Find out how many lines of the listing below include "function" and report only that number.

=-=-=

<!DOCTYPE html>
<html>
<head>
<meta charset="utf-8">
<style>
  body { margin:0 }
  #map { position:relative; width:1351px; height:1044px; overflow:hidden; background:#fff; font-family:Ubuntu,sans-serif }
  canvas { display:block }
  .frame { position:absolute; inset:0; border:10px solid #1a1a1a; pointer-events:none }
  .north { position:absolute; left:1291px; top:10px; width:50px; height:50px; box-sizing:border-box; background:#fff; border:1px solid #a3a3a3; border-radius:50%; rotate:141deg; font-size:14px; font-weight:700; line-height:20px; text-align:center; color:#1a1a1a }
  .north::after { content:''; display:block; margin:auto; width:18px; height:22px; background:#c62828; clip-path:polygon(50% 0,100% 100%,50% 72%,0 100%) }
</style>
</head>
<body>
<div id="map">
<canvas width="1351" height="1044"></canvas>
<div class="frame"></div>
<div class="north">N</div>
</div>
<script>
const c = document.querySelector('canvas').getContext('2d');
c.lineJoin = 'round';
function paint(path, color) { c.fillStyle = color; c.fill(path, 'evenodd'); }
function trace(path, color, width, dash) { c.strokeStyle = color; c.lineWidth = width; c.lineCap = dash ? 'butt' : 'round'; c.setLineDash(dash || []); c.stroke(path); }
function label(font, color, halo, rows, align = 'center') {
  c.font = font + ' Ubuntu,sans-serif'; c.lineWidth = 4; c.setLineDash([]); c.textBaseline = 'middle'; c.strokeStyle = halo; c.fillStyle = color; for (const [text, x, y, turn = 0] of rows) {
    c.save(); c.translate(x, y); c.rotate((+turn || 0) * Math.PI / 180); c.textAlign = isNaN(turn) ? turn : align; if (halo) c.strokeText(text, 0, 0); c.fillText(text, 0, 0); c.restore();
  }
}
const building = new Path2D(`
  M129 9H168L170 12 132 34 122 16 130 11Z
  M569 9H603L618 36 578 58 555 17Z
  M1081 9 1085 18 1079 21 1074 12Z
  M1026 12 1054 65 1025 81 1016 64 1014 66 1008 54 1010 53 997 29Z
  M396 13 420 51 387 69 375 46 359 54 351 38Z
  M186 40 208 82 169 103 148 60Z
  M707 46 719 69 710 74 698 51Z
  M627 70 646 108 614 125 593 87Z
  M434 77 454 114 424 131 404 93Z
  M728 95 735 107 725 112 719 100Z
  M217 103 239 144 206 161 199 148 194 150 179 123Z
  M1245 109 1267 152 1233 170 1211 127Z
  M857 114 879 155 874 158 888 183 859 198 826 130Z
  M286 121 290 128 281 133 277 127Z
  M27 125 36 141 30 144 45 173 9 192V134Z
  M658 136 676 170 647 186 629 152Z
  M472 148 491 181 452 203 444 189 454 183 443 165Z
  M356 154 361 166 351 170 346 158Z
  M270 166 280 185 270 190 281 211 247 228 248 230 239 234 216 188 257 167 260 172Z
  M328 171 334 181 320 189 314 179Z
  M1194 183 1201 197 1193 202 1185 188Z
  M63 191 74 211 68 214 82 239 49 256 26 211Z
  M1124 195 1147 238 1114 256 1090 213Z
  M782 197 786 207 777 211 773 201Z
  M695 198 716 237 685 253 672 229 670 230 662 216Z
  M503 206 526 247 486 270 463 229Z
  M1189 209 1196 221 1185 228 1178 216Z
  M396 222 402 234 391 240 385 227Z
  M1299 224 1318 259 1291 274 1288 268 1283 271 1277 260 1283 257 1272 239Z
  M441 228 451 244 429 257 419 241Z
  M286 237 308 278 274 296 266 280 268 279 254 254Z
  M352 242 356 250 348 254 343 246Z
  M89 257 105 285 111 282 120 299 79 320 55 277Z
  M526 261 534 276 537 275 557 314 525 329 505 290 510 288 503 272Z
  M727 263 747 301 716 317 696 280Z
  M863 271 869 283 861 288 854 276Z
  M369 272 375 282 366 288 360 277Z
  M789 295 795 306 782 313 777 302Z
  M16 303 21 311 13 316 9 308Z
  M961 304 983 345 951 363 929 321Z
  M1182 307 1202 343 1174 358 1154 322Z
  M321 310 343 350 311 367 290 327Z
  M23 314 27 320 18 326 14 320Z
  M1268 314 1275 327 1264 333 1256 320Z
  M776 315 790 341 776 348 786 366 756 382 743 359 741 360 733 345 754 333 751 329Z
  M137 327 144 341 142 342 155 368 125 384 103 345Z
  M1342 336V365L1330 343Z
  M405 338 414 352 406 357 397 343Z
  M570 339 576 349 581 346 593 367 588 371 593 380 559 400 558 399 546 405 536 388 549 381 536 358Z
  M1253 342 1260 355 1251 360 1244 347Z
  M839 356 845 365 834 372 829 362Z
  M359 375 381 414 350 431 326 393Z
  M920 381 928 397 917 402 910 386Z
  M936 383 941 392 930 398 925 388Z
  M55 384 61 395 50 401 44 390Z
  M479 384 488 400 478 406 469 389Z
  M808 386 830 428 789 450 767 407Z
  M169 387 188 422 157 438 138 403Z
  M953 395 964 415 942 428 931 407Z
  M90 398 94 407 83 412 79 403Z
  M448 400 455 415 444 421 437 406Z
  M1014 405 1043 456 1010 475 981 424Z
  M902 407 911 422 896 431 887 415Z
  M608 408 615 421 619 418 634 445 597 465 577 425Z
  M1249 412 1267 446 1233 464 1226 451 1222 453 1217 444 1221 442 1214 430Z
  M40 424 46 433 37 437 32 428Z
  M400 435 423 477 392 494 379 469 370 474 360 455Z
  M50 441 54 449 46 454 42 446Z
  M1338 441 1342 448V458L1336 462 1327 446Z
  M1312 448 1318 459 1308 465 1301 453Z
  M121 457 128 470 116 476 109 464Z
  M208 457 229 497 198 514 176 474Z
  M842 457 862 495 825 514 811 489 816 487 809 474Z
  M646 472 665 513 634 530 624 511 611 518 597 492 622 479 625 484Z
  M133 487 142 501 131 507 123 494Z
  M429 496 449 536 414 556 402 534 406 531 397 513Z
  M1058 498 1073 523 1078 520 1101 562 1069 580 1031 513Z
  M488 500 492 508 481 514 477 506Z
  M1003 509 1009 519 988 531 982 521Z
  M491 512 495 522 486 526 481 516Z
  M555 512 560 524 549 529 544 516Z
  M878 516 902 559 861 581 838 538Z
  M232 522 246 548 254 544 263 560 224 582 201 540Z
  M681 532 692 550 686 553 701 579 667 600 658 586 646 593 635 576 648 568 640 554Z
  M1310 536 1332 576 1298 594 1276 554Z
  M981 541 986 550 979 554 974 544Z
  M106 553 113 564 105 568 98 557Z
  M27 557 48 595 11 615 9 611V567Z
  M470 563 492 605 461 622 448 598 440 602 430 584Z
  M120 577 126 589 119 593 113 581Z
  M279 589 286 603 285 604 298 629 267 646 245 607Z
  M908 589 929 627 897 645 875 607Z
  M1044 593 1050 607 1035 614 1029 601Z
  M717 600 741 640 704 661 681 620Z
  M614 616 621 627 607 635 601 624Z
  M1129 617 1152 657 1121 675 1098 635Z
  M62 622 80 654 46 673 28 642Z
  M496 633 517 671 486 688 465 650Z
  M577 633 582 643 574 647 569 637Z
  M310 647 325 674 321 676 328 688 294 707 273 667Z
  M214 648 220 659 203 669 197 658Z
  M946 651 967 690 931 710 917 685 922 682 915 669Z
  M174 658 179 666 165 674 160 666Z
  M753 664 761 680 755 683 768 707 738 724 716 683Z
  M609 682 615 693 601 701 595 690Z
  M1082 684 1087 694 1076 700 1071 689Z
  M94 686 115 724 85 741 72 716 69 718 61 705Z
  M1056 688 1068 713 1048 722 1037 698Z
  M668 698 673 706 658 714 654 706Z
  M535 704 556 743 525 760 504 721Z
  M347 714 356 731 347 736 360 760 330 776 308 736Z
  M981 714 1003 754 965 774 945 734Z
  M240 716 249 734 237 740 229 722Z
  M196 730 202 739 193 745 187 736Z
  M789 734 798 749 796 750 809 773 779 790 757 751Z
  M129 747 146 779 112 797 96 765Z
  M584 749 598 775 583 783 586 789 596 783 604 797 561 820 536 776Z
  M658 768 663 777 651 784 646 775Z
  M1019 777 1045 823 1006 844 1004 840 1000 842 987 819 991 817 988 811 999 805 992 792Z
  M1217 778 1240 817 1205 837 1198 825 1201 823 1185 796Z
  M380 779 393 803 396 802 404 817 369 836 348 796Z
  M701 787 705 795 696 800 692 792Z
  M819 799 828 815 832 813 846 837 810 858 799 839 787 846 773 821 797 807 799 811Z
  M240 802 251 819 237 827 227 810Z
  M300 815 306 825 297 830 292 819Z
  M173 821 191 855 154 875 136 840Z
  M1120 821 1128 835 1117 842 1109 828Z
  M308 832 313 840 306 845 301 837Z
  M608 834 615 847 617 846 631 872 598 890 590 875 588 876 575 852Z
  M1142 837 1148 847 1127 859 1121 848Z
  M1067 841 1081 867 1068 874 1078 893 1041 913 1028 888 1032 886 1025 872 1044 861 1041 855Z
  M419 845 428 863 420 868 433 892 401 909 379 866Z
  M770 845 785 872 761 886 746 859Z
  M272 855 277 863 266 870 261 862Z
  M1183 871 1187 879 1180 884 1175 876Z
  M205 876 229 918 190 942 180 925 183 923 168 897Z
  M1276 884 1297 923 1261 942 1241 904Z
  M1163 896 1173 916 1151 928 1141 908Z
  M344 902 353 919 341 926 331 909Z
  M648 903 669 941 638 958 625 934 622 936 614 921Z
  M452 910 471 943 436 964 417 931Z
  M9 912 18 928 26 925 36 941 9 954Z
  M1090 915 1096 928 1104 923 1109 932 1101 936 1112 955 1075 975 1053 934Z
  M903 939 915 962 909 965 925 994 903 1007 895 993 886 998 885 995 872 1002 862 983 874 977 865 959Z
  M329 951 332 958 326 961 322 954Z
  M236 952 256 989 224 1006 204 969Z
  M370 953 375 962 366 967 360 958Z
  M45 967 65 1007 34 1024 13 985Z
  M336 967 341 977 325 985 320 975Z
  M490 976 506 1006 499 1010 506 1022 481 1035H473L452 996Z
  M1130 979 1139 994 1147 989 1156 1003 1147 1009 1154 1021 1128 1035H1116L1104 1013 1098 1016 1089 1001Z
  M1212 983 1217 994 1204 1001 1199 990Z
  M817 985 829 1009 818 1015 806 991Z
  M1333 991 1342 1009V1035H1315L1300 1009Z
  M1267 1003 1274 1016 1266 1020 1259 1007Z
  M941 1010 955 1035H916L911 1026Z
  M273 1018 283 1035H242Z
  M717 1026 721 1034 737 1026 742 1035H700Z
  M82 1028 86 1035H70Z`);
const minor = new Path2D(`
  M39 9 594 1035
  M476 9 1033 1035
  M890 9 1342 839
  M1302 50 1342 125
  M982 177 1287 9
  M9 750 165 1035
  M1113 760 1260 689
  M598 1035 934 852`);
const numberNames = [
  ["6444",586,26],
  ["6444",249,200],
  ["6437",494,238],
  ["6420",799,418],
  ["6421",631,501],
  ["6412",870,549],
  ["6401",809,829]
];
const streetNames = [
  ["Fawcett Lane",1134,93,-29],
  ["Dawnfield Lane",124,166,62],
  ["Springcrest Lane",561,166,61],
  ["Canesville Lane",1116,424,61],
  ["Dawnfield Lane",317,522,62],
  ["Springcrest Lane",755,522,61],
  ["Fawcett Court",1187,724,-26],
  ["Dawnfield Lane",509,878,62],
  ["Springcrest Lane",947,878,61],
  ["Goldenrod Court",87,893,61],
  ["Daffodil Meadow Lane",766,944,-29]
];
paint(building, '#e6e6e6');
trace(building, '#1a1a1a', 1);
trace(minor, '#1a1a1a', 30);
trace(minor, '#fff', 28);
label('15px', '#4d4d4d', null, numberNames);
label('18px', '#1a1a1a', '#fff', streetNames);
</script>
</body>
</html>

=-=-=

> [Task output] 3